_Action item_: Across the listing below, count the lines that mention the string "main". Reply with the figure only.

= = = = = = =

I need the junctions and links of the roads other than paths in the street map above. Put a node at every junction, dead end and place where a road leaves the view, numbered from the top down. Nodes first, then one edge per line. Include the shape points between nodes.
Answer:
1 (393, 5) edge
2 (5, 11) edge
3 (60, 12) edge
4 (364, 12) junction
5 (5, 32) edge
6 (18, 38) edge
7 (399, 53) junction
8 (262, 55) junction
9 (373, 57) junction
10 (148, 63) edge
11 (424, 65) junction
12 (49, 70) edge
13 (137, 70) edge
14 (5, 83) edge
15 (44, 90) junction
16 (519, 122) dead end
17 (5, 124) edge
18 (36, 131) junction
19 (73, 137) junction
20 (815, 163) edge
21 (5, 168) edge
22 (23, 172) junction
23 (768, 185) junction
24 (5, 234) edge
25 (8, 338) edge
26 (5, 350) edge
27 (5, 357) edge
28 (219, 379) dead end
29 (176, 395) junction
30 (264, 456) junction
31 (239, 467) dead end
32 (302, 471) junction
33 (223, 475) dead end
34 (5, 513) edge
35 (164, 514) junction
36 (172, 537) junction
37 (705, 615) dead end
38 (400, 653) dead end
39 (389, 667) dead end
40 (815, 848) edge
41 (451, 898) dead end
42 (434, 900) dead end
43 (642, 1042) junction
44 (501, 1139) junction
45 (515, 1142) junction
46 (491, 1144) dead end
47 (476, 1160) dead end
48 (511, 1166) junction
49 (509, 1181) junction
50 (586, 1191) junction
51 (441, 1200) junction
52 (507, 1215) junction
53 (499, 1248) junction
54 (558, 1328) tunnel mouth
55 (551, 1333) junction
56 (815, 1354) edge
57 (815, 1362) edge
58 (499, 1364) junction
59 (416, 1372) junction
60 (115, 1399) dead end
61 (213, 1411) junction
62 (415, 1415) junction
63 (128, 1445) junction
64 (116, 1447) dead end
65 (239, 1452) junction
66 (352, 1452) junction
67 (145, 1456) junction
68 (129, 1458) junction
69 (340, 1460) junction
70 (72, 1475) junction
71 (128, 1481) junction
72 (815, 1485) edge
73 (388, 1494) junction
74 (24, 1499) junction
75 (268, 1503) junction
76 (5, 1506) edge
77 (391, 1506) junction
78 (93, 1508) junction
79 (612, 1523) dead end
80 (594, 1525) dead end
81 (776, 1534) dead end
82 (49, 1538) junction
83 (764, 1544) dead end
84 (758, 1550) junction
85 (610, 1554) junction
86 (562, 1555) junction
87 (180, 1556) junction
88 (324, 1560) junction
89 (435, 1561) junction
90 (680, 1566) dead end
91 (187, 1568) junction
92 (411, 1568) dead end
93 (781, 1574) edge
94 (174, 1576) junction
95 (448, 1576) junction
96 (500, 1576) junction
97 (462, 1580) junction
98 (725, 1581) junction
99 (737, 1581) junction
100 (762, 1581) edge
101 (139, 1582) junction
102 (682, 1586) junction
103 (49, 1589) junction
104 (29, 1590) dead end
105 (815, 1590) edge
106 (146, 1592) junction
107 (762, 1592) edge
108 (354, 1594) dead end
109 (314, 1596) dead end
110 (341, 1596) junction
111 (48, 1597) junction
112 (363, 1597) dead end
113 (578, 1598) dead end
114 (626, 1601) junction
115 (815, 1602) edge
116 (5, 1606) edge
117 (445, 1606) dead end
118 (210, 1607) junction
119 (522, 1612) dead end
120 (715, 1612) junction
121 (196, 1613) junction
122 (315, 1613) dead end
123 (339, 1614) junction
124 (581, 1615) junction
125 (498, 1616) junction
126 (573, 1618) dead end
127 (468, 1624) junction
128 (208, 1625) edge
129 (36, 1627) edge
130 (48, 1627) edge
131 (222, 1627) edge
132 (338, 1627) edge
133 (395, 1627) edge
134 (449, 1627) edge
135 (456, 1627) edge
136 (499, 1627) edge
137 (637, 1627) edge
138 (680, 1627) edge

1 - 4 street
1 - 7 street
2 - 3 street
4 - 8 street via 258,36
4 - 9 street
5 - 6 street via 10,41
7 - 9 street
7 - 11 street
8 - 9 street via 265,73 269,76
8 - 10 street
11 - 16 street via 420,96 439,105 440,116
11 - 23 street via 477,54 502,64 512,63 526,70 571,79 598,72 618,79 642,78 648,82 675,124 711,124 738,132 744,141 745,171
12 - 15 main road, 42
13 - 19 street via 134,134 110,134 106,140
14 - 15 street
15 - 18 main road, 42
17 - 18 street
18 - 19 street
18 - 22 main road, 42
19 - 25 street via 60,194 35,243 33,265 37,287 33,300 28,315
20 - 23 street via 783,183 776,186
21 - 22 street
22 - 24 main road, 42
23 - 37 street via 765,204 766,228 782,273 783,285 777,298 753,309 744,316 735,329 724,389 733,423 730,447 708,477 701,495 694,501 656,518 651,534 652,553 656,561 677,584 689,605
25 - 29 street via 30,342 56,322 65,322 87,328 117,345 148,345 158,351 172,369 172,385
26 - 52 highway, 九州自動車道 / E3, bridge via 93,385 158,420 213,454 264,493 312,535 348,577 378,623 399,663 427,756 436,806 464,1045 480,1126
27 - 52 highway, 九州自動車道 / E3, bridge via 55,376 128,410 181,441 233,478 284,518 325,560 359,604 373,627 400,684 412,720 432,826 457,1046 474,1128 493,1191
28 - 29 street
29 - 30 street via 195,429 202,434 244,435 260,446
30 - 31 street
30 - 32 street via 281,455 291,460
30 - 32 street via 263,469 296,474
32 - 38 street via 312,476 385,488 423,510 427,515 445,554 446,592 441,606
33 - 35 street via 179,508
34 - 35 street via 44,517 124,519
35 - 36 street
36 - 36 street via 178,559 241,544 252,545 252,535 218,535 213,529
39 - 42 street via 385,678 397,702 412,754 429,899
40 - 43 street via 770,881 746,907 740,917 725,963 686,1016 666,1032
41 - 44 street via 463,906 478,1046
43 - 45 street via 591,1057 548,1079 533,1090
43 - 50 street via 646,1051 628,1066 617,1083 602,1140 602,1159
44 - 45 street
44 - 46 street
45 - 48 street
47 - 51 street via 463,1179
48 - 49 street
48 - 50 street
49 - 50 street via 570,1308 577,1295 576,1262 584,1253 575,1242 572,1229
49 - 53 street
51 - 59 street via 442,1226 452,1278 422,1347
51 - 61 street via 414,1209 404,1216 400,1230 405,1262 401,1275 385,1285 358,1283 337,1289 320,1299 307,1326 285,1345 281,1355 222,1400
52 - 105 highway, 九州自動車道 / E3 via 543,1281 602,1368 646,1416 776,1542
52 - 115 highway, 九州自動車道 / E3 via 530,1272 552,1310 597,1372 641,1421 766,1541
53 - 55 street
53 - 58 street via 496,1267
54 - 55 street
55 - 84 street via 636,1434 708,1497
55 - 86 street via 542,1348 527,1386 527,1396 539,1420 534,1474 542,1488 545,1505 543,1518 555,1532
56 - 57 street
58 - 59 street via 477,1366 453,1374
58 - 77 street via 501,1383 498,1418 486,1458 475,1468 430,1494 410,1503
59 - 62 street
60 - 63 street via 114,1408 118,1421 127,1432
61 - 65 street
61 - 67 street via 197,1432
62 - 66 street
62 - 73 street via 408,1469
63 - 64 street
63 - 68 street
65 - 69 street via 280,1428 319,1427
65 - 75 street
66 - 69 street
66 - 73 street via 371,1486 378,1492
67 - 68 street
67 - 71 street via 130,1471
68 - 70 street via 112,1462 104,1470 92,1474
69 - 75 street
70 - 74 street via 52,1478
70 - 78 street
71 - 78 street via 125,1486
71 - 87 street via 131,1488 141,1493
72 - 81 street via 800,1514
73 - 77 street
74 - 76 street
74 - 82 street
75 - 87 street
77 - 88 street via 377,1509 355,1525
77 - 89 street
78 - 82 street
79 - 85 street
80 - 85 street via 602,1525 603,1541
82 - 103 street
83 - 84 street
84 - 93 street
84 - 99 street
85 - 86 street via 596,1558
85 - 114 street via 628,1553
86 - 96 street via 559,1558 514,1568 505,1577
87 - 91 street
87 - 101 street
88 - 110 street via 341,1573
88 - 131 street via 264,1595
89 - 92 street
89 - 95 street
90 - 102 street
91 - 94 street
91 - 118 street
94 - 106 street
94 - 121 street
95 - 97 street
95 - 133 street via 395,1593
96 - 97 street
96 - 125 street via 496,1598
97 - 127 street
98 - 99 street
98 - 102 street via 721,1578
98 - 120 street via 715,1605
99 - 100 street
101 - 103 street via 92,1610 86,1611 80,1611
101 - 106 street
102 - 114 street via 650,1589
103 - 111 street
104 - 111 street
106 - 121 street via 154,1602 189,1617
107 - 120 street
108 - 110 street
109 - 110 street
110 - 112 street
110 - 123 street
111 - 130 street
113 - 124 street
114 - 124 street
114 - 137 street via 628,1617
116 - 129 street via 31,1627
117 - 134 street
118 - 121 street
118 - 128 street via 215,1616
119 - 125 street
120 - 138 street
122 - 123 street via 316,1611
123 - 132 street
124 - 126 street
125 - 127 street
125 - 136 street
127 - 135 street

= = = = = = =

_Task result_: 4